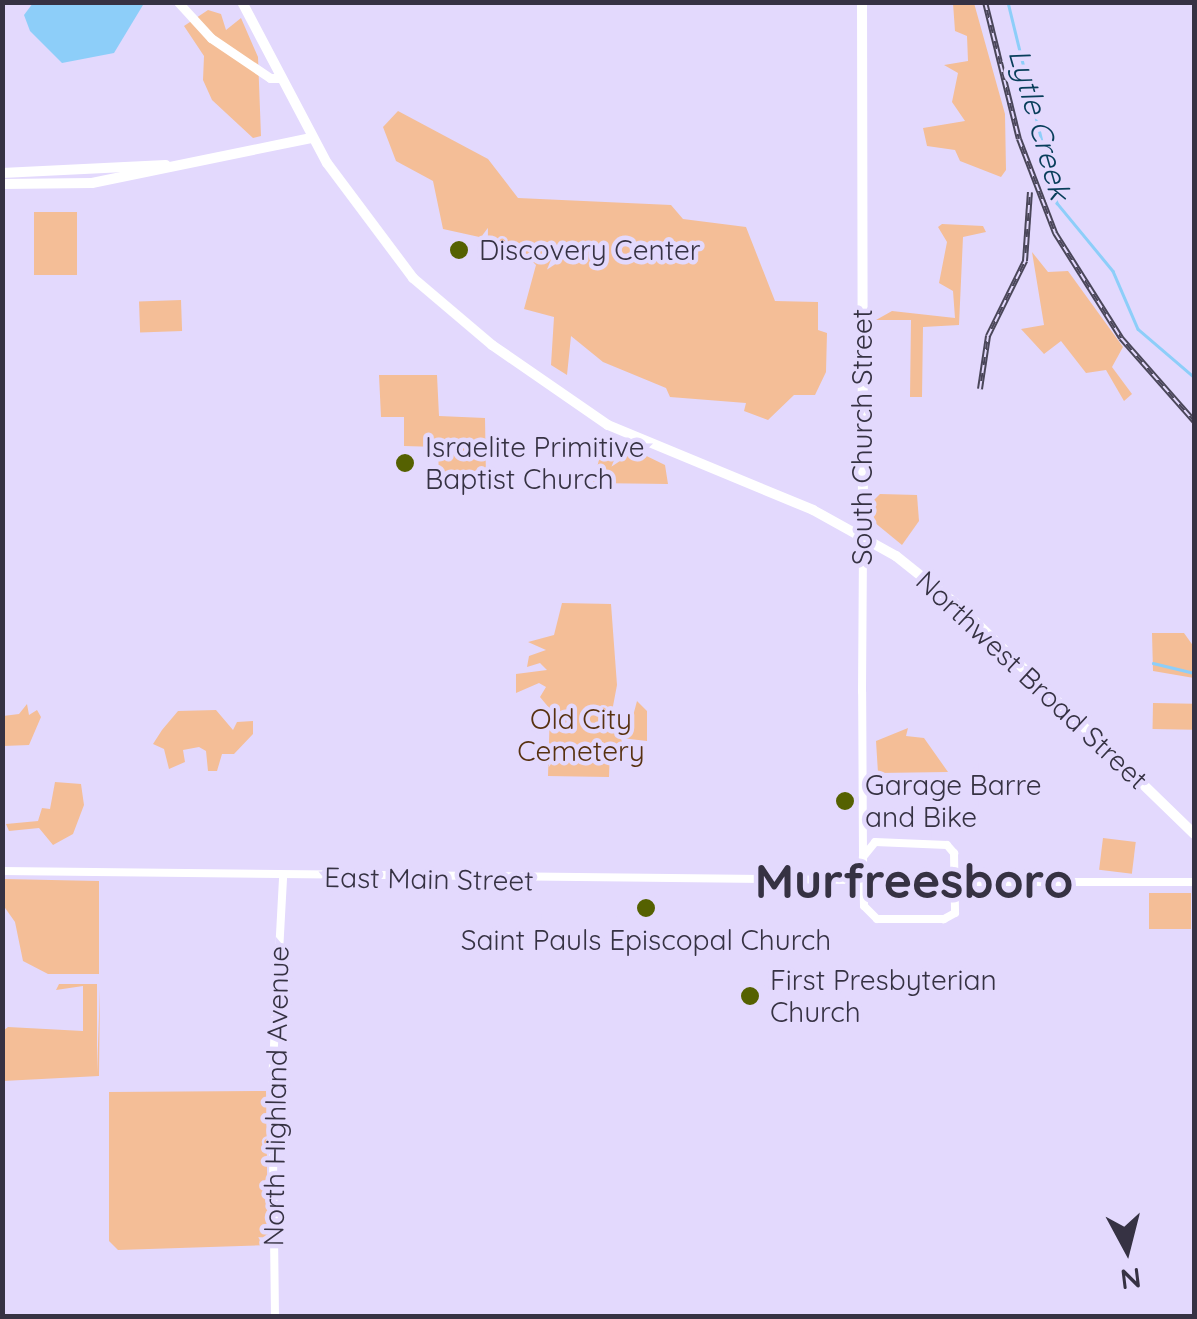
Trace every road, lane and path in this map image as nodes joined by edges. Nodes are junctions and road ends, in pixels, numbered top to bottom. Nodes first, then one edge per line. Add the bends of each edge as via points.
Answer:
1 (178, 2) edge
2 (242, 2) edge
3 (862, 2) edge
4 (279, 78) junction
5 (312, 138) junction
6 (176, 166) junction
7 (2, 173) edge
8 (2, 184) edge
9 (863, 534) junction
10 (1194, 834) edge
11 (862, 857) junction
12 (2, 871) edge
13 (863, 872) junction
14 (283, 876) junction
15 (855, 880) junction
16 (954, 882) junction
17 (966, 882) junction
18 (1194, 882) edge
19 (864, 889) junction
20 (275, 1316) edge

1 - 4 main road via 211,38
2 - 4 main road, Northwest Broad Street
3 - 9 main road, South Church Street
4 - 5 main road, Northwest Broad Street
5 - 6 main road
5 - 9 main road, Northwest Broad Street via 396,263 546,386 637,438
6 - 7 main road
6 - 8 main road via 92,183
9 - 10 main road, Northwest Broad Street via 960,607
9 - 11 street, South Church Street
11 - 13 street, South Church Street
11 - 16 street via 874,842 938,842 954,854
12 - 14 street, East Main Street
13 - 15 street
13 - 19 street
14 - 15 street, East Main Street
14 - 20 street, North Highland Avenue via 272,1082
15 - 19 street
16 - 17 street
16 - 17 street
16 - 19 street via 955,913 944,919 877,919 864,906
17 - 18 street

- - -

A verbatim transcription of the listing is expected, with no pictures included.

Trace every road, lane and path in this map image as nodes joined by edges. Nodes are junctions and road ends, in pixels, numbered top to bottom. Nodes first, then one edge per line. Add the bends of each edge as via points.
Answer:
1 (178, 2) edge
2 (242, 2) edge
3 (862, 2) edge
4 (279, 78) junction
5 (312, 138) junction
6 (176, 166) junction
7 (2, 173) edge
8 (2, 184) edge
9 (863, 534) junction
10 (1194, 834) edge
11 (862, 857) junction
12 (2, 871) edge
13 (863, 872) junction
14 (283, 876) junction
15 (855, 880) junction
16 (954, 882) junction
17 (966, 882) junction
18 (1194, 882) edge
19 (864, 889) junction
20 (275, 1316) edge

1 - 4 main road via 211,38
2 - 4 main road, Northwest Broad Street
3 - 9 main road, South Church Street
4 - 5 main road, Northwest Broad Street
5 - 6 main road
5 - 9 main road, Northwest Broad Street via 396,263 546,386 637,438
6 - 7 main road
6 - 8 main road via 92,183
9 - 10 main road, Northwest Broad Street via 960,607
9 - 11 street, South Church Street
11 - 13 street, South Church Street
11 - 16 street via 874,842 938,842 954,854
12 - 14 street, East Main Street
13 - 15 street
13 - 19 street
14 - 15 street, East Main Street
14 - 20 street, North Highland Avenue via 272,1082
15 - 19 street
16 - 17 street
16 - 17 street
16 - 19 street via 955,913 944,919 877,919 864,906
17 - 18 street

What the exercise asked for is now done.